Clinical Supervision, informed by over twenty years of clinical practice. I offer reflective supervision for practitioners working in palliative care, grief and bereavement counselling, and related fields, helping you to sustain your wellbeing while providing quality, compassionate care to others.
Project and Research Consultancy, working in collaboration with organisations extending care and support to the palliative and bereavement care sectors in Australia. I bring evidence informed insights to improve services and support systems related to death, dying, grief and bereavement.

Grief is not a medical disorder to be cured. Grief is not a spiritual crisis to be resolved. Grief is not a social woe to be addressed.
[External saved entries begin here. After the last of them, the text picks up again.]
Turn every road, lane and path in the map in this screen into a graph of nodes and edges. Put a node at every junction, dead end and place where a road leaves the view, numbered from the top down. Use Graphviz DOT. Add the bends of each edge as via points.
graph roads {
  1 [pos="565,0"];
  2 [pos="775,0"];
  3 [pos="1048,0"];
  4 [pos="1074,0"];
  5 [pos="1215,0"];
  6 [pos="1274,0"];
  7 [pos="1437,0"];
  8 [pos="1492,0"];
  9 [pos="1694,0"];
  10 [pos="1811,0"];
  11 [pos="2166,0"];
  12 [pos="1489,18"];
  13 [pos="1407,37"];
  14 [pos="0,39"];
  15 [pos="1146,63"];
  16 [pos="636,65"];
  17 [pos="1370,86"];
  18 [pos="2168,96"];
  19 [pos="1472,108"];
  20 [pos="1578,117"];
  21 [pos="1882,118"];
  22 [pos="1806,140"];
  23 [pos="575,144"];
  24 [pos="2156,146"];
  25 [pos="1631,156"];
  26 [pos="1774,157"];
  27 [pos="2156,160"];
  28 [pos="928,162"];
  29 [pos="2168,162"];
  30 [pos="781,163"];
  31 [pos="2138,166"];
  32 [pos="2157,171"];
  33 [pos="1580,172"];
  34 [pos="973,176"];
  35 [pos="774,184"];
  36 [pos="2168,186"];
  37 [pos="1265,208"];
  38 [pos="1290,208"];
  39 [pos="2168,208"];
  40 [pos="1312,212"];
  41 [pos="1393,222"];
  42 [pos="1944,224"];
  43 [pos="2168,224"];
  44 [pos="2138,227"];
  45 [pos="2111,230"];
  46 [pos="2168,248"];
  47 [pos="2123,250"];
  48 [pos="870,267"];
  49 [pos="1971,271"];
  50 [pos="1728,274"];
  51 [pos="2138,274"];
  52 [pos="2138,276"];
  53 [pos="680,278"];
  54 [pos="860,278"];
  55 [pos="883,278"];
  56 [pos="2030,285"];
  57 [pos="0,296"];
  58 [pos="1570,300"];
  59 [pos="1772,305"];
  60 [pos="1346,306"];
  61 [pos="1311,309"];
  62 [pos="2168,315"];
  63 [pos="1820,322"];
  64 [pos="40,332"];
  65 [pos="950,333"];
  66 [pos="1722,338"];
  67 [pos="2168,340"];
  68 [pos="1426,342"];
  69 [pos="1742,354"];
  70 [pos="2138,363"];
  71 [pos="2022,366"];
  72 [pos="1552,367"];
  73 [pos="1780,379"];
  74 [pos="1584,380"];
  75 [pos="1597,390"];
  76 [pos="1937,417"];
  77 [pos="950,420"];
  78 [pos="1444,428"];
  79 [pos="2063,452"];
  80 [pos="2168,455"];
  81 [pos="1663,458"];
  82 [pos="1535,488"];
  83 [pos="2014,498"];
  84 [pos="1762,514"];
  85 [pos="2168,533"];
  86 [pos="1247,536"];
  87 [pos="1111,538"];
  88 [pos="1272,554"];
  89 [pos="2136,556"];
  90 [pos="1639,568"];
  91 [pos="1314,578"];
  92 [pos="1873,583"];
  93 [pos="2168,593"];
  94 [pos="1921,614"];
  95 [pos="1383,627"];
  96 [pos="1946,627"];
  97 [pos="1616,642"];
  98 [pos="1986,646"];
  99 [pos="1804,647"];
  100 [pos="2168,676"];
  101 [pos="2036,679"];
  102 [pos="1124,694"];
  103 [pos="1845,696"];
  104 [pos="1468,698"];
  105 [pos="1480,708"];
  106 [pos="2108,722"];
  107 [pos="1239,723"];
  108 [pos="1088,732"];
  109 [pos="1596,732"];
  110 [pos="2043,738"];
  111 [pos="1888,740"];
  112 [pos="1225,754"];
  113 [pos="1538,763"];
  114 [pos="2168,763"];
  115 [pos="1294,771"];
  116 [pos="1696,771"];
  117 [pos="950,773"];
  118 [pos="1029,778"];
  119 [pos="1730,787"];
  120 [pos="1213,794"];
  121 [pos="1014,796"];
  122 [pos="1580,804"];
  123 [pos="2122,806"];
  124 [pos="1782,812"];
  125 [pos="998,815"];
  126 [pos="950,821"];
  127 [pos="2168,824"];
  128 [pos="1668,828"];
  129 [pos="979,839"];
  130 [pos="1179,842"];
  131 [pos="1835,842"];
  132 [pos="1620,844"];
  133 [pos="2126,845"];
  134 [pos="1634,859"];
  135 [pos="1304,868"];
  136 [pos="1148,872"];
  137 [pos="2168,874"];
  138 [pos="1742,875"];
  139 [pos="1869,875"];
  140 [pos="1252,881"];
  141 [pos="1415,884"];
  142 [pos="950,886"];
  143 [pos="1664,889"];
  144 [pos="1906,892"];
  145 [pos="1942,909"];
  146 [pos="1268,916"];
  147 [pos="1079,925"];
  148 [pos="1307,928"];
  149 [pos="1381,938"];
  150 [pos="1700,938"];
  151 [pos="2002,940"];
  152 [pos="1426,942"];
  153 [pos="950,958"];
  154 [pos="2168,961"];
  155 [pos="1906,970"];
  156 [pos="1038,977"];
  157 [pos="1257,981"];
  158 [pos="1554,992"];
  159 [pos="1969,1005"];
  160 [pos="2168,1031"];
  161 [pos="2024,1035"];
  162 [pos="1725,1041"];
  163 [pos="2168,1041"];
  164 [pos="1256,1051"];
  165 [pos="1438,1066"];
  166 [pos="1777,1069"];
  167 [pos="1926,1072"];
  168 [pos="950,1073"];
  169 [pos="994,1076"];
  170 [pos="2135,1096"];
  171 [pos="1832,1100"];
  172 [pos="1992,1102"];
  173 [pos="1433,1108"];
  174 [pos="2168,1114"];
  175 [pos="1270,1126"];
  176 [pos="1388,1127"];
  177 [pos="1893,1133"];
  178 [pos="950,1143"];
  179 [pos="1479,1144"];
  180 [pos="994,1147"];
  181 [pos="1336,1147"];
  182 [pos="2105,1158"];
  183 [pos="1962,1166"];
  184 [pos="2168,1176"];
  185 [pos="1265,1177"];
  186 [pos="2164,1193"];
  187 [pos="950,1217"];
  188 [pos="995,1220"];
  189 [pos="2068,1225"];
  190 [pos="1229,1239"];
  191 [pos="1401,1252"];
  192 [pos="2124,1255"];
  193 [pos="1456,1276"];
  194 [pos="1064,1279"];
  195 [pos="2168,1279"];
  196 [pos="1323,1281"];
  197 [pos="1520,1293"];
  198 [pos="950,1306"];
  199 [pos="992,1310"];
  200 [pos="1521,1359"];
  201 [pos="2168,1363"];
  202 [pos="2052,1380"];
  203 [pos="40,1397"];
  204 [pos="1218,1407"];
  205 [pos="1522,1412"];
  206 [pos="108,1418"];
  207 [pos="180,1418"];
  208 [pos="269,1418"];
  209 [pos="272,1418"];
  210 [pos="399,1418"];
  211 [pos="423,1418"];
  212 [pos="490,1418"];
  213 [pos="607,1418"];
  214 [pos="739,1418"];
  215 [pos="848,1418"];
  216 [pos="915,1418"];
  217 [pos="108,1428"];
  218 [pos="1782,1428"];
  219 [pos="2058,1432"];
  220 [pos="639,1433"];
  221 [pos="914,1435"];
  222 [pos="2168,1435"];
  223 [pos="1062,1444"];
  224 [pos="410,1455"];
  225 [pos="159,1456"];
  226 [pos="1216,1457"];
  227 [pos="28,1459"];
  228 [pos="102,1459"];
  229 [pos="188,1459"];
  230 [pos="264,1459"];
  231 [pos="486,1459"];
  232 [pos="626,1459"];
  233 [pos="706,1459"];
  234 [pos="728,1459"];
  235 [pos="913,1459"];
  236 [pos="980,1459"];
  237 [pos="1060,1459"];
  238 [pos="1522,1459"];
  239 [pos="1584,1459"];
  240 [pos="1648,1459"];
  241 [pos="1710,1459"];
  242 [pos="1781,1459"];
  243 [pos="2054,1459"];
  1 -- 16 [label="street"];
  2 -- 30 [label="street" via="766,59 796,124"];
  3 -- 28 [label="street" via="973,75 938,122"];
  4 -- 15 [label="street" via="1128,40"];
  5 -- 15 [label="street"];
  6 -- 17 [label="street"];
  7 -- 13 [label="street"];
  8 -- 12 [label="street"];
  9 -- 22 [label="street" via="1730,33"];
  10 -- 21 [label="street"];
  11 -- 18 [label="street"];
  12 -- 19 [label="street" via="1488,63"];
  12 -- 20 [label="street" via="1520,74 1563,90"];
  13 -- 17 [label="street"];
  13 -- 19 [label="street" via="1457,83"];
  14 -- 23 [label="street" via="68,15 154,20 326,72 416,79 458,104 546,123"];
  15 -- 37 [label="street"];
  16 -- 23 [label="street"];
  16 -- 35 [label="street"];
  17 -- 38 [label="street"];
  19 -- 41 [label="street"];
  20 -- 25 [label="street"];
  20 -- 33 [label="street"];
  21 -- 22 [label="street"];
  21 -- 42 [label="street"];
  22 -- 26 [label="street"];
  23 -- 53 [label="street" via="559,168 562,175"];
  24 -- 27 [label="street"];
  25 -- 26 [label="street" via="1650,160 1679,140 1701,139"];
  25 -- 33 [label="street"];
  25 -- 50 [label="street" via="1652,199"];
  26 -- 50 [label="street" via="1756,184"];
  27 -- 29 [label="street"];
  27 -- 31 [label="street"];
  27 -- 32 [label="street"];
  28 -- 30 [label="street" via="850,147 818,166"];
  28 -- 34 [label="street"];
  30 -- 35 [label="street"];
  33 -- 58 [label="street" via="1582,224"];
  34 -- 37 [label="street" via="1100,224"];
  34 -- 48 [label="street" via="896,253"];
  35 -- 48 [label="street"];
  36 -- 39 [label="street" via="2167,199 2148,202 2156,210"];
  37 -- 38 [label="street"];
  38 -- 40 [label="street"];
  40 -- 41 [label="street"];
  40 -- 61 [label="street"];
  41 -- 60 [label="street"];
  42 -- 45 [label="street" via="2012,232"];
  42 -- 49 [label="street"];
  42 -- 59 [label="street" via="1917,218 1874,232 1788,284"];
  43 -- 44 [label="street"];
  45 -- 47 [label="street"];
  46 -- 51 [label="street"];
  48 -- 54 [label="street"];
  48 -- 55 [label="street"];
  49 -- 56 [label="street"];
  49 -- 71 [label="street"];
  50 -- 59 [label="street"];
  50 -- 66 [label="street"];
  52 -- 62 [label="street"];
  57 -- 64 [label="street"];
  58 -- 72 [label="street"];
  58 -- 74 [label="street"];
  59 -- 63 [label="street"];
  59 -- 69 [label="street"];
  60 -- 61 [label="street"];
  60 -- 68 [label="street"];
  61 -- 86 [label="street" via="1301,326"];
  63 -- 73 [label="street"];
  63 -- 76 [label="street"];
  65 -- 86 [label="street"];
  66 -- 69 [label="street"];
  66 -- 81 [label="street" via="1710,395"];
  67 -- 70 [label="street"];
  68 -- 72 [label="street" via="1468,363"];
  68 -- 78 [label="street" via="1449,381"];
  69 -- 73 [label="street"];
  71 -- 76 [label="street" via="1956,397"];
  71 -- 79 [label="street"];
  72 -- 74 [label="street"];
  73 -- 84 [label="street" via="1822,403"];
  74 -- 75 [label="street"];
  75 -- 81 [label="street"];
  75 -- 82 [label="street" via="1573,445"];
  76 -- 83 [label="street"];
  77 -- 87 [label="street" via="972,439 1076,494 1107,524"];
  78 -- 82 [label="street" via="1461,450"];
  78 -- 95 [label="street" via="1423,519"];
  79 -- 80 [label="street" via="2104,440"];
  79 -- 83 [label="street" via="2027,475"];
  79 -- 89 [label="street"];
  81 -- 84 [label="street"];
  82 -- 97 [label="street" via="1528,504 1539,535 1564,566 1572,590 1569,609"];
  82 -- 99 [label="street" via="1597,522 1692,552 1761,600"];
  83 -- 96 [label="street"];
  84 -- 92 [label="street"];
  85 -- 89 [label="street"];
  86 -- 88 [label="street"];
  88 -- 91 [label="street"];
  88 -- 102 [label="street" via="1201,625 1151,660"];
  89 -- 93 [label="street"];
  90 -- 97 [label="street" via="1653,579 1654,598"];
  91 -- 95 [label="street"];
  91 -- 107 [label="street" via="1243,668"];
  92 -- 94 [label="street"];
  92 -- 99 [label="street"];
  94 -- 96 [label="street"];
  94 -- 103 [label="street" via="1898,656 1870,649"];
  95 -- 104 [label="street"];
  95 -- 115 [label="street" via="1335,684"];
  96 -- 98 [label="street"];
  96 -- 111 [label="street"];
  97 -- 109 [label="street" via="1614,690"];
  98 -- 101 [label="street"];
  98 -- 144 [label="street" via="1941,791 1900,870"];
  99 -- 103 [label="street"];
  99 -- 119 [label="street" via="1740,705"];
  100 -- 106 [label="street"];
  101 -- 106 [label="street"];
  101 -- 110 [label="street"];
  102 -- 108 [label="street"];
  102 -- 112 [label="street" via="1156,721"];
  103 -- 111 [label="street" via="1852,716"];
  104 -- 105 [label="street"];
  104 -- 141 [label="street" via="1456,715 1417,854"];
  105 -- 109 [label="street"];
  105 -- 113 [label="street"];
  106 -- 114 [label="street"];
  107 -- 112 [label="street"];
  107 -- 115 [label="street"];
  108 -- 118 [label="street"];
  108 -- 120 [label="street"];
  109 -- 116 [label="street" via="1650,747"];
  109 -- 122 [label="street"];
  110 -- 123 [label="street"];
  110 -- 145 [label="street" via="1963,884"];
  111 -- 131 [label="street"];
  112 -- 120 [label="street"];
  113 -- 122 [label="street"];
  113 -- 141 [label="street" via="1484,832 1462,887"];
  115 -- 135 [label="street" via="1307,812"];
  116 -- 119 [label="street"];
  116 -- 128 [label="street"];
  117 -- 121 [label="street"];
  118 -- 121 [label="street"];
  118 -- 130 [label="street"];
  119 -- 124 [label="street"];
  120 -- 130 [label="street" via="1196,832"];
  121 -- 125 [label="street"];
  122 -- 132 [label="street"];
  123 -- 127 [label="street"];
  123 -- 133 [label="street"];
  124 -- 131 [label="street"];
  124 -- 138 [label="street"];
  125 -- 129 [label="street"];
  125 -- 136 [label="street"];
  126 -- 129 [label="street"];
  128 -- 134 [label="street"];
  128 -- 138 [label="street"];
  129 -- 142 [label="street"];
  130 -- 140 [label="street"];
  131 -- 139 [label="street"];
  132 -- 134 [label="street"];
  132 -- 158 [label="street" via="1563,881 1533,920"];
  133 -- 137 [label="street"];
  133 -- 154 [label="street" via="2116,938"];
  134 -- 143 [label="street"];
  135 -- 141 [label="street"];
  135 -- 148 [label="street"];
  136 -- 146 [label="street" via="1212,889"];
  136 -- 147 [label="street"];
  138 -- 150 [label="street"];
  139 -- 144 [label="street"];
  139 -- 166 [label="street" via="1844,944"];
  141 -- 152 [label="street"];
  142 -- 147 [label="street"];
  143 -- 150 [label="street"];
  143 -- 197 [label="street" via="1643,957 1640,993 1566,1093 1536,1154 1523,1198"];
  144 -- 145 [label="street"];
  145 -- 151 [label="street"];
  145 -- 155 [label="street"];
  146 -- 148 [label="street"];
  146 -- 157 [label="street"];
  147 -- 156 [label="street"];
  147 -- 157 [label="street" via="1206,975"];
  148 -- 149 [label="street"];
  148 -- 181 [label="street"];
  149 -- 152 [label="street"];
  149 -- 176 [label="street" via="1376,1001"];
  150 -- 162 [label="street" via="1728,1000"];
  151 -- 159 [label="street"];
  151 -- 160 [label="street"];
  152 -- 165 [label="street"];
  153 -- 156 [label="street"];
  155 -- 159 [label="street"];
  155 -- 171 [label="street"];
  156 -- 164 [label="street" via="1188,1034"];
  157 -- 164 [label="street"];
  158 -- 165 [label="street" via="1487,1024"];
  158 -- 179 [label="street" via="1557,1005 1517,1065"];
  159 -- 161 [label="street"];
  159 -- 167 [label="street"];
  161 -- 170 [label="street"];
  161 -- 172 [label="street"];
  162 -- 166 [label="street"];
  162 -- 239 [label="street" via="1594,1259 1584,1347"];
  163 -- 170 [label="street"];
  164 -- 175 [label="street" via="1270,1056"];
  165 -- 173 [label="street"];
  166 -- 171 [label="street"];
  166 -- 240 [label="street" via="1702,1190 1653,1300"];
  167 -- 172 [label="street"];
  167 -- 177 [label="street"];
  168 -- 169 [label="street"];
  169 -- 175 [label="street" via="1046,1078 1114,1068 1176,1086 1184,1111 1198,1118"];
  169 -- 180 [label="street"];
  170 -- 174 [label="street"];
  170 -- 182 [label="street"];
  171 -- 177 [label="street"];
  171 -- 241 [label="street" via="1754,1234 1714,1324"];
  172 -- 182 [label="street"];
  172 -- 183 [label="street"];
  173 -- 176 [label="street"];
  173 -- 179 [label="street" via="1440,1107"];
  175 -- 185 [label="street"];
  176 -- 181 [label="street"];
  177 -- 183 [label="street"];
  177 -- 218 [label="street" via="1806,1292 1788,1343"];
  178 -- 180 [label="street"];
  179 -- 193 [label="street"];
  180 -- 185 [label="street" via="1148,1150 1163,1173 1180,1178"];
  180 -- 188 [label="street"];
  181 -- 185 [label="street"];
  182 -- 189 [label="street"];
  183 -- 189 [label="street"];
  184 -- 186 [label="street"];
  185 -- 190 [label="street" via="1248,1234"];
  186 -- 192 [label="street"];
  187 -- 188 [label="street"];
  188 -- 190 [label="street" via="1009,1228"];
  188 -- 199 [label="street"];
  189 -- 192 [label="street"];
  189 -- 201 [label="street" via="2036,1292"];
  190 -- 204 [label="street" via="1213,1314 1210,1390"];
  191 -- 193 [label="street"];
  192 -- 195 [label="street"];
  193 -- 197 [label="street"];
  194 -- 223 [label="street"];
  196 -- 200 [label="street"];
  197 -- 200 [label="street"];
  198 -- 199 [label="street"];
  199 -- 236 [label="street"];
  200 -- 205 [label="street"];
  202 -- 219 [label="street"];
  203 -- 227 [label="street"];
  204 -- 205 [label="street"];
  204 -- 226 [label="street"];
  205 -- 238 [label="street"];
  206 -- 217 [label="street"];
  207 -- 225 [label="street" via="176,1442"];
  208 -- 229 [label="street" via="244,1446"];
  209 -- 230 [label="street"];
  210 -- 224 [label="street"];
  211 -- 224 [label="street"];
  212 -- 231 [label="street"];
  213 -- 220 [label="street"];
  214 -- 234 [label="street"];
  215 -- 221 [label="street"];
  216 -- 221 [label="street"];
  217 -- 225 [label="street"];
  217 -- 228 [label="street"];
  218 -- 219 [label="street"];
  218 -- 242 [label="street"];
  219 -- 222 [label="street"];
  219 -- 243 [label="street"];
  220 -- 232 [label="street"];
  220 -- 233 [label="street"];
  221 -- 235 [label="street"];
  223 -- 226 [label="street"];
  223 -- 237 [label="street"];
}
Grief is, simply, a matter of the heart — to be felt. Joanne Cacciatore
More about me
I graduated from a Social Work degree at the University of Queensland in 2001. I was a mature student. It had taken me turning down a few roads to find the one that made sense to me. By this time, I had married and had three children. Life was full. I soon found a professional home in the health sector, working in tertiary adult hospitals in Melbourne and Brisbane. Then moved to the Royal Children’s Hospital, Brisbane to commence a role as a Paediatric Oncology Social Worker. Each of these contexts exposed me to the myriad of losses experienced by those I cared for. Patients with new life altering diagnoses, life-threatening health conditions. Families left bereft by the death of their person. I could see that loss, and with this, grief, was all around me. Yet I felt ill equipped in knowing how to respond.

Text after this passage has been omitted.